From: Jan Kara <jack@suse.com>
To: linux-ext4@vger.kernel.org
Cc: Dan Williams <dan.j.williams@intel.com>,
Ross Zwisler <ross.zwisler@linux.intel.com>,
Matthew Wilcox <matthew.r.wilcox@intel.com>,
Dave Chinner <david@fromorbit.com>, Jan Kara <jack@suse.com>
Subject: [PATCH 1/6] ext4: Fix races between page faults and hole punching
Date: Wed, 14 Oct 2015 13:30:22 +0200 [thread overview]
Message-ID: <1444822227-29984-2-git-send-email-jack@suse.com> (raw)
In-Reply-To: <1444822227-29984-1-git-send-email-jack@suse.com>
Currently, page faults and hole punching are completely unsynchronized.
This can result in page fault faulting in a page into a range that we
are punching after truncate_pagecache_range() has been called and thus
we can end up with a page mapped to disk blocks that will be shortly
freed. Filesystem corruption will shortly follow. Note that the same
race is avoided for truncate by checking page fault offset against
i_size but there isn't similar mechanism available for punching holes.

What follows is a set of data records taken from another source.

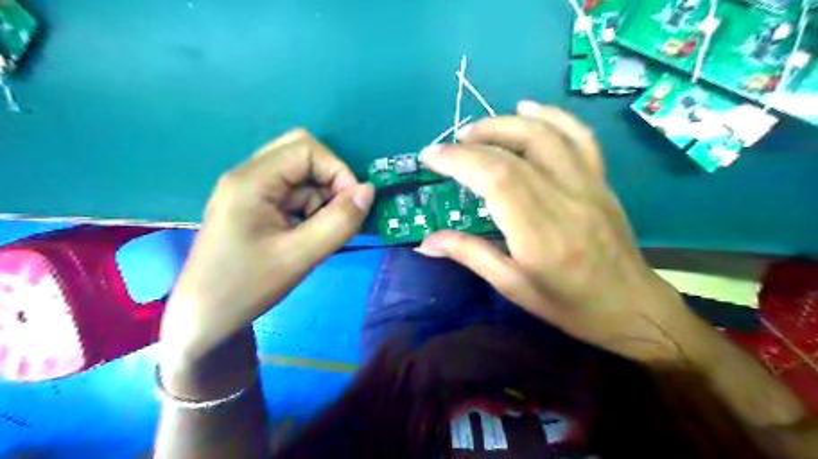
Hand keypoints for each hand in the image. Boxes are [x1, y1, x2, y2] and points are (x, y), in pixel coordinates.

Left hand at [160, 129, 375, 366]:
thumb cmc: (246, 287)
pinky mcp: (254, 207)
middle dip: (330, 181)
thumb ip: (339, 222)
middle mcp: (248, 176)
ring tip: (320, 234)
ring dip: (321, 198)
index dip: (338, 171)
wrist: (204, 319)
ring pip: (300, 176)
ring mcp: (249, 191)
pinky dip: (310, 209)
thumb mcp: (299, 257)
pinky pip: (292, 194)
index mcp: (251, 180)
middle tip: (339, 214)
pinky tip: (308, 236)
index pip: (307, 149)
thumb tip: (369, 191)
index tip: (353, 205)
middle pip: (302, 155)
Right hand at [418, 100, 713, 364]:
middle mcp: (565, 201)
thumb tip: (425, 241)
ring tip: (476, 130)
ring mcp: (588, 185)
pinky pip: (579, 136)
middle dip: (473, 141)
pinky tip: (528, 109)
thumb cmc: (569, 306)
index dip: (459, 160)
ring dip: (505, 123)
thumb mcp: (513, 287)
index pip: (496, 179)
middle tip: (447, 147)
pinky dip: (552, 116)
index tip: (431, 156)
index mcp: (540, 235)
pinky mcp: (600, 181)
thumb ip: (470, 255)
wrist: (631, 307)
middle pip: (514, 153)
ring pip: (546, 135)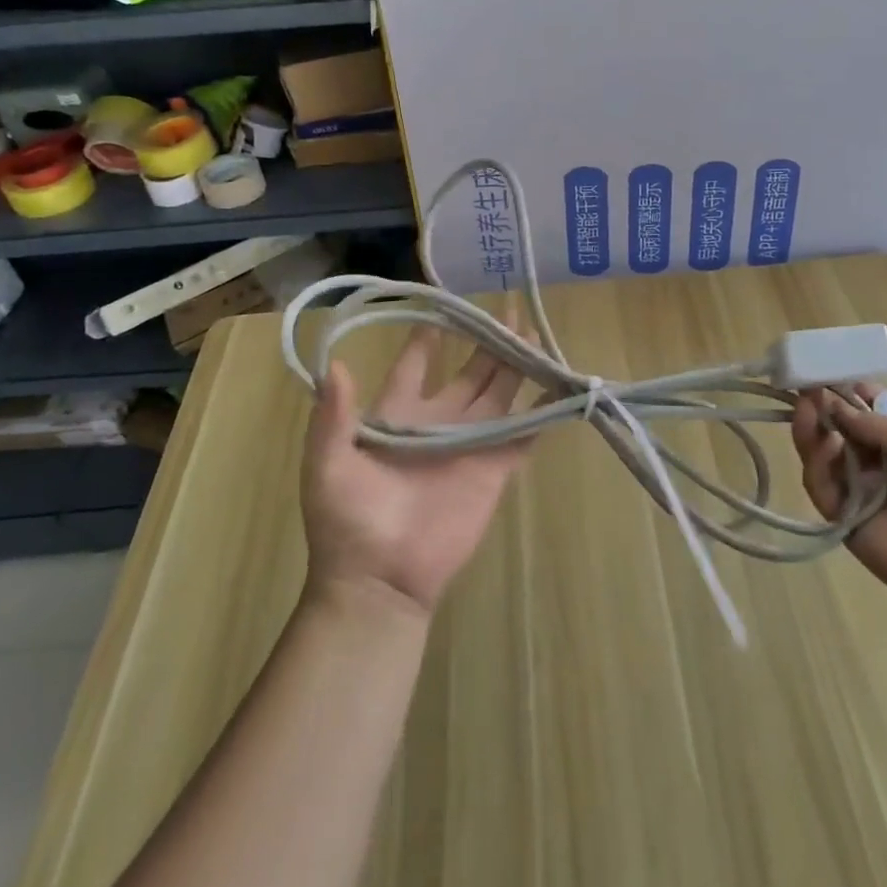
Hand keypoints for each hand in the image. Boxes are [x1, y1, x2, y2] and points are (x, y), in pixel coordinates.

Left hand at [302, 326, 530, 615]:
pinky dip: (541, 413)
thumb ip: (333, 416)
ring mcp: (469, 443)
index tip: (445, 305)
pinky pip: (522, 435)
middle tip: (508, 310)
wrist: (380, 582)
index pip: (416, 363)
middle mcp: (438, 420)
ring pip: (499, 393)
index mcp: (398, 413)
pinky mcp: (493, 469)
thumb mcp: (327, 466)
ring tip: (533, 334)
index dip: (428, 335)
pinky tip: (558, 387)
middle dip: (486, 341)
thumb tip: (334, 364)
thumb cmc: (348, 522)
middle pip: (469, 370)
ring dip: (516, 365)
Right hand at [791, 385, 886, 617]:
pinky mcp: (840, 516)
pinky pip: (820, 485)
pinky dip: (817, 462)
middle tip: (805, 386)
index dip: (848, 393)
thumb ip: (880, 426)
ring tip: (804, 406)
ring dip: (811, 429)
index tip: (828, 372)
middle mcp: (875, 464)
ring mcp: (856, 490)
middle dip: (822, 407)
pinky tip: (823, 442)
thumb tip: (836, 406)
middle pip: (838, 430)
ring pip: (822, 454)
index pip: (866, 413)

Fix the problem by creating new rw semaphore i_mmap_sem in inode and
grab it for writing over truncate and hole punching and for read over
page faults. We cannot easily use i_data_sem for this since that ranks
below transaction start and we need something ranking above it so that
it can be held over the whole truncate / hole punching operation.

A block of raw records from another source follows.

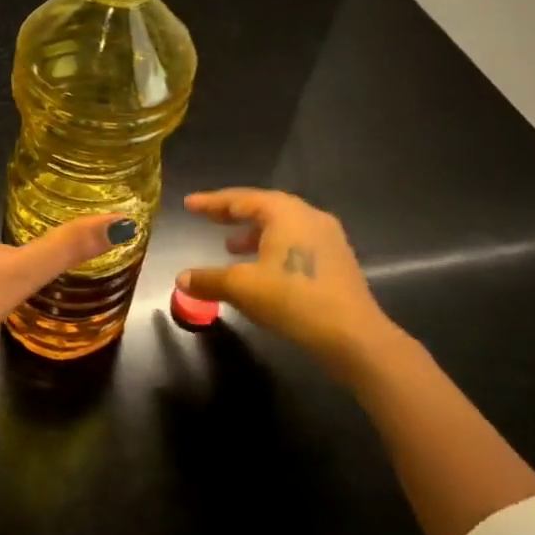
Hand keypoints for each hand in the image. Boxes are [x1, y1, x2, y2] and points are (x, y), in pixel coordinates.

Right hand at [178, 188, 403, 382]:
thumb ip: (209, 279)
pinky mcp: (338, 259)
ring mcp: (328, 237)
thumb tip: (182, 279)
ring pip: (283, 226)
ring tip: (230, 246)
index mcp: (285, 212)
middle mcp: (308, 216)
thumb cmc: (292, 299)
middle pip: (264, 207)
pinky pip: (297, 242)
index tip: (189, 204)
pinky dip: (273, 247)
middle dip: (233, 214)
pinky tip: (263, 268)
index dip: (212, 202)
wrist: (352, 334)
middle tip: (208, 218)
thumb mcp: (242, 288)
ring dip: (254, 233)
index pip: (241, 199)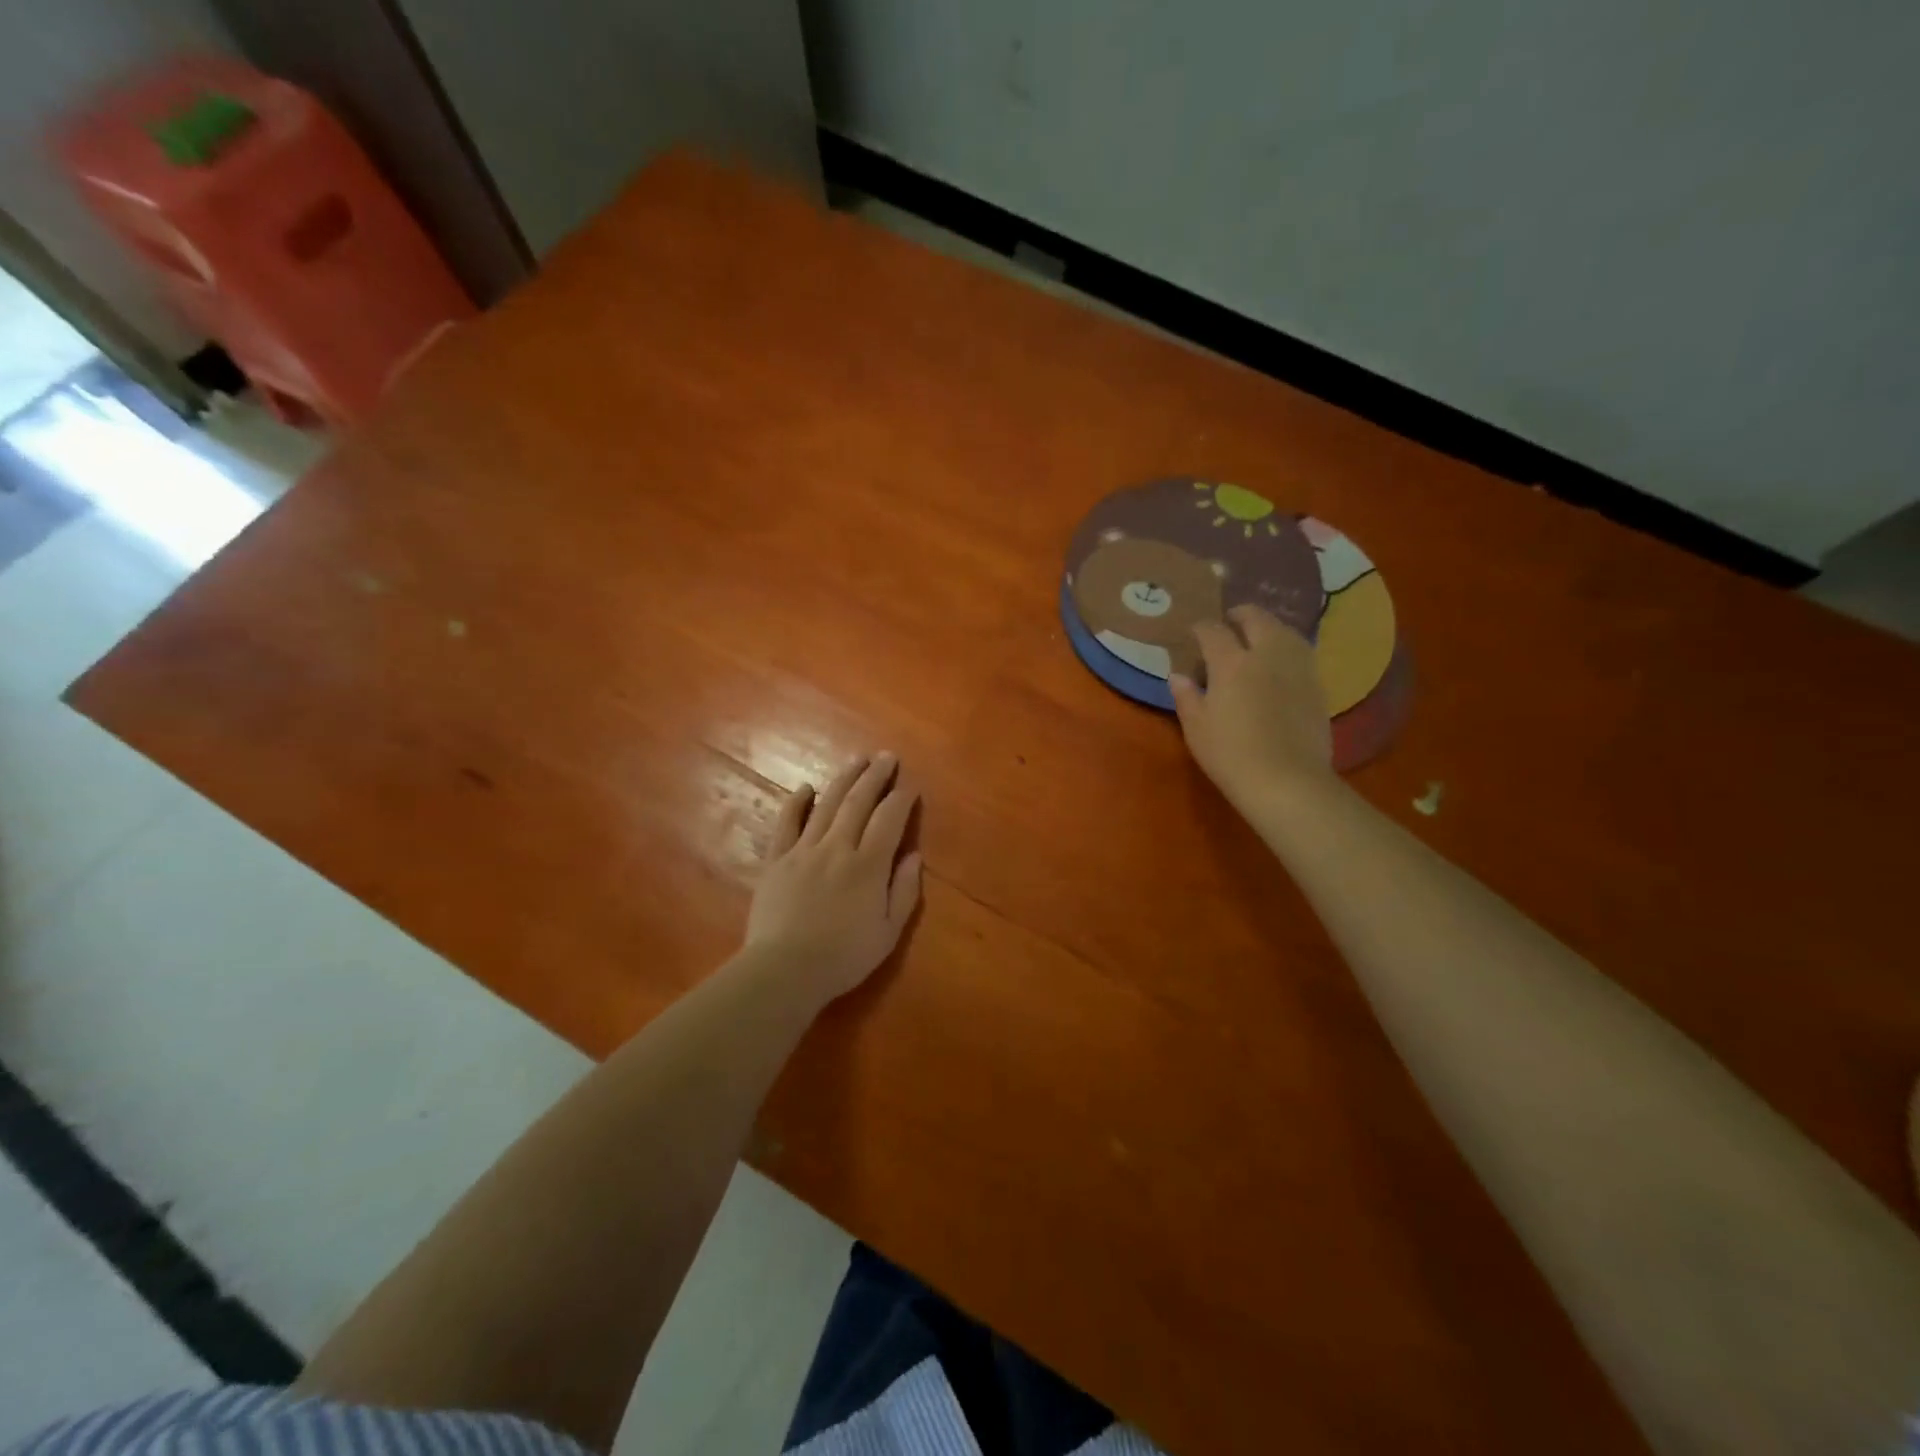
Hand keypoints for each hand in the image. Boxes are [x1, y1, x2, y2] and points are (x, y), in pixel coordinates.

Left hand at [745, 752, 922, 1003]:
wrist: (784, 970)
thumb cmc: (843, 957)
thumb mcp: (888, 933)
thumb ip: (904, 891)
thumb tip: (914, 855)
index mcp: (868, 866)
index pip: (889, 820)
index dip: (901, 799)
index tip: (909, 786)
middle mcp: (837, 848)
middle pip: (859, 802)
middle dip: (875, 776)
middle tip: (886, 757)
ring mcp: (803, 850)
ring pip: (826, 804)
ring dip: (844, 779)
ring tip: (856, 760)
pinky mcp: (776, 860)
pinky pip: (786, 823)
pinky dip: (796, 802)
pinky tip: (806, 788)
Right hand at [1170, 606, 1333, 811]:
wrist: (1287, 781)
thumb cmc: (1231, 755)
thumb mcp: (1196, 728)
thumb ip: (1186, 697)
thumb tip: (1179, 676)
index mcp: (1231, 663)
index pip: (1213, 631)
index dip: (1201, 628)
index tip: (1193, 632)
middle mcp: (1267, 655)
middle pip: (1257, 619)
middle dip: (1240, 615)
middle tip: (1228, 622)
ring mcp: (1297, 668)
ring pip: (1285, 631)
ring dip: (1268, 627)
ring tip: (1257, 637)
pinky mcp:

Signed-off-by: Jan Kara <jack@suse.com>
---
fs/ext4/ext4.h | 10 +++++++++
fs/ext4/file.c | 66 +++++++++++++++++++++++++++++++++++++++++++++++++--------
fs/ext4/inode.c | 27 +++++++++++++++++++----
fs/ext4/super.c | 1 +
4 files changed, 91 insertions(+), 13 deletions(-)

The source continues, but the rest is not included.